The causes of hypoxia are variable and can occur chronically from conditions that cause placental insufficiency, congenital heart disease, or acutely from placental abruption, cord compression or uterine rupture

After birth, we usually provide these children with comprehensive supportive care to treat any neurological complications. This would include developmental support, early intervention therapies, or treatment of seizures. However, we still do not have specific therapies that can help improve or prevent neurodevelopmental disease.

Developing novel models

There are some limitations to current models. So, to better understand how low oxygen levels affect brain development, we have crafted a novel preclinical model of acute hypoxic injury in mice. In this model, we have shown deficits similar to long-term neuroanatomical and behavioral deficits seen in children with hypoxic injury. While we have been studying mice, we have used similar studies used in humans to be able to translate findings. This includes working with Neuropathology and Neuroradiology. Brain MRI and histology shows these mice have white and gray matter injury similar to what is seen in humans. We are also working to better understand the more subtle differences in behavior and learning in children with hypoxic brain injury by comparing multiple model conditions.

Goals for the future

By trying to model human hypoxic conditions in mice more precisely using a combination of state-of-the-art molecular biology, metabolomics and proteomics techniques, we aim to:

  • Develop novel treatment strategies to improve developmental outcomes
  • Determine if there are biomarkers to help predict which children with hypoxic injury during pregnancy or birth may need extra therapy
  • Test if there are genetic or environmental factors that predispose children with increased injury or specific deficits from hypoxia

We will then study all our findings in patients with different kinds of hypoxic injury and other forms of in utero brain injury.
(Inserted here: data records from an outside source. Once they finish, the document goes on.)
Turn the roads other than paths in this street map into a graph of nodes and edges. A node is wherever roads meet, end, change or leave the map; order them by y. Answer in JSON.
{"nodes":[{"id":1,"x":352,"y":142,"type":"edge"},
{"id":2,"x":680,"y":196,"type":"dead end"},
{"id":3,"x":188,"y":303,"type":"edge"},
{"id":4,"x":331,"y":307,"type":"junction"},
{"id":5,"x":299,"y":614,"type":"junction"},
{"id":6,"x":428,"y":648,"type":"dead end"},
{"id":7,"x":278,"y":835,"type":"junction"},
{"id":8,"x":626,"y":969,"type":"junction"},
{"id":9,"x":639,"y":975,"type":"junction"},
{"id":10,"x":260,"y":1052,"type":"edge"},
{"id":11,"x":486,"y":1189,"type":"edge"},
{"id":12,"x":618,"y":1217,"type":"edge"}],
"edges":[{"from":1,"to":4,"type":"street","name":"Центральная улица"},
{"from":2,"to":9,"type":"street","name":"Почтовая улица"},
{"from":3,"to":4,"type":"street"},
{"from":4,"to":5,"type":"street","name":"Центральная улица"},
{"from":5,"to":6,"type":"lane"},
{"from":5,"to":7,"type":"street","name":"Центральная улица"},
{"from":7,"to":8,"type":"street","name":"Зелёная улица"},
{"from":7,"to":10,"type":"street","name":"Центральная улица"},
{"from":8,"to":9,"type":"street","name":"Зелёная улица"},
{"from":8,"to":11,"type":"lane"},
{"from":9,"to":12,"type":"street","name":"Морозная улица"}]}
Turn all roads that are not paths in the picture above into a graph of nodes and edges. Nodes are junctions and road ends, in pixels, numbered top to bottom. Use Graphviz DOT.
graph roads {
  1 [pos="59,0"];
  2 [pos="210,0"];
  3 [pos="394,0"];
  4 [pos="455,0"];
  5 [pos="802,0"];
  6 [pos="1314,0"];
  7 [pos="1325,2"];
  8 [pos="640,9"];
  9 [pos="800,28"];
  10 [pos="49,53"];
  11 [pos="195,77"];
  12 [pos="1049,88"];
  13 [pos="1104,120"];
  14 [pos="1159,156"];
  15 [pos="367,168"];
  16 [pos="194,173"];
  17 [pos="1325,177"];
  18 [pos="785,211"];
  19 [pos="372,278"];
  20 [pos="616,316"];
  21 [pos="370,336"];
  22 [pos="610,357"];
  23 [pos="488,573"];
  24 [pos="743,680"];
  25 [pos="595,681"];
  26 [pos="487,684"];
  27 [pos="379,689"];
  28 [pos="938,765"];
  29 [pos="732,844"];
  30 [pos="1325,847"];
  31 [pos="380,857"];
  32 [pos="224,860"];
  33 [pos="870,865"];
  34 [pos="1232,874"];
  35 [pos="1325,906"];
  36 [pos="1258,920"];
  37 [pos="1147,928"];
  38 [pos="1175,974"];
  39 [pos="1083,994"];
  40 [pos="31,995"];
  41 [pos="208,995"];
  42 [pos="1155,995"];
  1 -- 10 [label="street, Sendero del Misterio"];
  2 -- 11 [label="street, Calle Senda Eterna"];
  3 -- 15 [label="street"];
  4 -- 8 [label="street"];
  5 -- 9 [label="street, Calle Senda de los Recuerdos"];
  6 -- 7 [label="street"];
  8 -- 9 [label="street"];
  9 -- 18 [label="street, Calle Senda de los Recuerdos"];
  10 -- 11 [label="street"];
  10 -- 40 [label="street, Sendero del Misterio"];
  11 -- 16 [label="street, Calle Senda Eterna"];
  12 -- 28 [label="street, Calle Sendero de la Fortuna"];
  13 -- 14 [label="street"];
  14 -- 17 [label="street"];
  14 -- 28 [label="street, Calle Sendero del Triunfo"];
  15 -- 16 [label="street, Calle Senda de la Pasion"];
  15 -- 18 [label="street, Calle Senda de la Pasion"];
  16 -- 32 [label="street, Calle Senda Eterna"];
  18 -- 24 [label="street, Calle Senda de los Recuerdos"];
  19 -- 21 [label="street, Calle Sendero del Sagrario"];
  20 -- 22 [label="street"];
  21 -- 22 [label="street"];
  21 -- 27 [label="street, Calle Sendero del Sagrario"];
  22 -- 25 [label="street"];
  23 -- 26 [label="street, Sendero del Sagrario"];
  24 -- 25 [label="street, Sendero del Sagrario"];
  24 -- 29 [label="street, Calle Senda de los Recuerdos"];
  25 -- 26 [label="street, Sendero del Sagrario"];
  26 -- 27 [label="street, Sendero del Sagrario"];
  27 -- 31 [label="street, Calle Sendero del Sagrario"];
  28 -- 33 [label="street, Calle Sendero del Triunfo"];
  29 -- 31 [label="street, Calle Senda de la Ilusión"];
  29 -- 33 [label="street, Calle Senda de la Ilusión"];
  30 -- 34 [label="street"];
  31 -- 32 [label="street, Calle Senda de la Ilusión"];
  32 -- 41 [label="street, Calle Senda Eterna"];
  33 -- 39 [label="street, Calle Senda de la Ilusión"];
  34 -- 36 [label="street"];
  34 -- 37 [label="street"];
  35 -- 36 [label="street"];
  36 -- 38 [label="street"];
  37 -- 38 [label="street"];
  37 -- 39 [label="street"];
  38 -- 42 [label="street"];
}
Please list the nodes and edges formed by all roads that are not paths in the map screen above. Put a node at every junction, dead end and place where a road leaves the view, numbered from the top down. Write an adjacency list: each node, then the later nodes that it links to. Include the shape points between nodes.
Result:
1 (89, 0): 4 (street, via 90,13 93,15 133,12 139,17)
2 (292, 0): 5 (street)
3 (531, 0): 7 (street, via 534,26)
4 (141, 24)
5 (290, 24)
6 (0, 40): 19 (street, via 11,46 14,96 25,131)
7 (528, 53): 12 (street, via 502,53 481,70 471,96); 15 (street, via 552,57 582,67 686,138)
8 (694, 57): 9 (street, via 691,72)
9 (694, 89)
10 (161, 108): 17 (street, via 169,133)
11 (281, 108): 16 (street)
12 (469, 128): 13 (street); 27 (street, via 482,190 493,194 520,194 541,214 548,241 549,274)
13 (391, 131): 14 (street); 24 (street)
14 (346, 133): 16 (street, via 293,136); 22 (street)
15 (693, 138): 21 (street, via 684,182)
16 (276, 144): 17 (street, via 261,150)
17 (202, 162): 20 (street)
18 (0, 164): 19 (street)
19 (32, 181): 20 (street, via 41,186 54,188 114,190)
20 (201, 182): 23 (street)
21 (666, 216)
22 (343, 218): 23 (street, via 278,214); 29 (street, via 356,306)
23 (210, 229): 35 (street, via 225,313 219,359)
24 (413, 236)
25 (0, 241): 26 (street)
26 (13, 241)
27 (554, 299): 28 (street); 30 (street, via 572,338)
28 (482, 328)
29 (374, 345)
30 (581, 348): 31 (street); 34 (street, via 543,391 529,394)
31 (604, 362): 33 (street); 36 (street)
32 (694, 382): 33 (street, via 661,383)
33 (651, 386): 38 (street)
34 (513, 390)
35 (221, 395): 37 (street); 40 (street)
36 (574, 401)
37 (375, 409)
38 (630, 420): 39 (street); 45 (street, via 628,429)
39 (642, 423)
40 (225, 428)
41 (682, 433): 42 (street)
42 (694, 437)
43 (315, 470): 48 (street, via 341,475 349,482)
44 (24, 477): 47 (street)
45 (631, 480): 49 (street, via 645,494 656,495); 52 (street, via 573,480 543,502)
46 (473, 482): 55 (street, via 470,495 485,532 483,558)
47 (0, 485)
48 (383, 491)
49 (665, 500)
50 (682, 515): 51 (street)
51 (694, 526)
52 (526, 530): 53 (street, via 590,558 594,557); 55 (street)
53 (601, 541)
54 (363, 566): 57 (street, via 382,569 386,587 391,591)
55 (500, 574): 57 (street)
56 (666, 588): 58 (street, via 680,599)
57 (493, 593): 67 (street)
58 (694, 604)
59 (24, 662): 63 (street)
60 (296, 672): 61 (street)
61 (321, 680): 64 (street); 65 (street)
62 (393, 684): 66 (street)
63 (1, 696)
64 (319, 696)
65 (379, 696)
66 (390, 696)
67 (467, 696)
Six MRI photos that show examples of hypoxic brain injury

Above images: 22-week fetus with absent cavum septi pellucidi. Transverse US image of the lateral ventricles (A) demonstrates a parallel configuration of the ventricles with a pointed configuration of the anterior horns (arrowheads), consistent with colpocephaly. Coronal US image (B) through the lateral ventricle frontal horns demonstrates absence of the cavum septi pellucidi and an abnormal “trident” configuration of the frontal horns (arrows). Midline sagittal US image (C) reveals no identifiable corpus callosum. The constellation of findings are characteristic of complete agenesis of the corpus callosum.

Fetal brain MRI of 19-week surviving twin of monochorionic diamniotic pregnancy. Axial T2-weighted image (D) demonstrates diffuse abnormally increased signal throughout both cerebral hemispheres. Axial diffusion weighted image (E) reveals extensive restricted diffusion throughout both cerebral hemispheres, consistent with extensive hypoxic ischemic injury. Axial echoplanar image (F) reveals susceptibility from hemosiderin deposition in both choroid plexuses (arrowheads) and germinal matrices (arrows), consistent with bilateral choroid plexus and germinal matrix hemorrhages.